=== DATA TO PROCESS ===

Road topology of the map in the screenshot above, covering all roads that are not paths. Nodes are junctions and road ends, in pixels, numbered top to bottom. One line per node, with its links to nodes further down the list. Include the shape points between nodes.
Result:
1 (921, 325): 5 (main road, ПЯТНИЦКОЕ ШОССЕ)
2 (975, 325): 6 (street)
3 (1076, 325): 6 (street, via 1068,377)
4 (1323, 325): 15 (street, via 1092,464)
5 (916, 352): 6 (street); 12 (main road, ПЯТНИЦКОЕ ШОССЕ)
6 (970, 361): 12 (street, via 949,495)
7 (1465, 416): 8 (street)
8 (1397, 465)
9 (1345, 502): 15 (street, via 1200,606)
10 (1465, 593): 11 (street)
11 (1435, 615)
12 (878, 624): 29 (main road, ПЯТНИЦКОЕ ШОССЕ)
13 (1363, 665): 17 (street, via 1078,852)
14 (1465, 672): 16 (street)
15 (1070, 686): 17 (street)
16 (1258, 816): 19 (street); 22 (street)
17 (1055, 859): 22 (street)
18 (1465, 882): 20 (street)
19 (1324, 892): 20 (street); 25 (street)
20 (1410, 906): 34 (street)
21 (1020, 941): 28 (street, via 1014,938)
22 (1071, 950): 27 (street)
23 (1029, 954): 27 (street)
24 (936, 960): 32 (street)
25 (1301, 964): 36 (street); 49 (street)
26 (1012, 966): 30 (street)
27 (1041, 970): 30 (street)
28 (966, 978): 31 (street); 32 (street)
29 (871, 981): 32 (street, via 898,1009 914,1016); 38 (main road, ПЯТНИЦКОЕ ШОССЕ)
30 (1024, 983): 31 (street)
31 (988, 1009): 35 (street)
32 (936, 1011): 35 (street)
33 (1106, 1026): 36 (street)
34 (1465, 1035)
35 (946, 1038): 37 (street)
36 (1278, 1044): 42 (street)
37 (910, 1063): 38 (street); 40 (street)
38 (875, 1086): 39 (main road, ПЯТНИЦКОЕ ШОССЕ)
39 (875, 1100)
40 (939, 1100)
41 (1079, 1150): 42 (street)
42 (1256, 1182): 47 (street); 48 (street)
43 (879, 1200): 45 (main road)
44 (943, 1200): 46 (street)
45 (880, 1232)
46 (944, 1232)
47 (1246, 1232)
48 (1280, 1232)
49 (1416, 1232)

===

▸ WHAT TO WORK ON:
If a line of the material contains the word "main", pick it out and copy it.

▸ SOLUTION TO THIS TASK:
1 (921, 325): 5 (main road, ПЯТНИЦКОЕ ШОССЕ)
5 (916, 352): 6 (street); 12 (main road, ПЯТНИЦКОЕ ШОССЕ)
12 (878, 624): 29 (main road, ПЯТНИЦКОЕ ШОССЕ)
29 (871, 981): 32 (street, via 898,1009 914,1016); 38 (main road, ПЯТНИЦКОЕ ШОССЕ)
38 (875, 1086): 39 (main road, ПЯТНИЦКОЕ ШОССЕ)
43 (879, 1200): 45 (main road)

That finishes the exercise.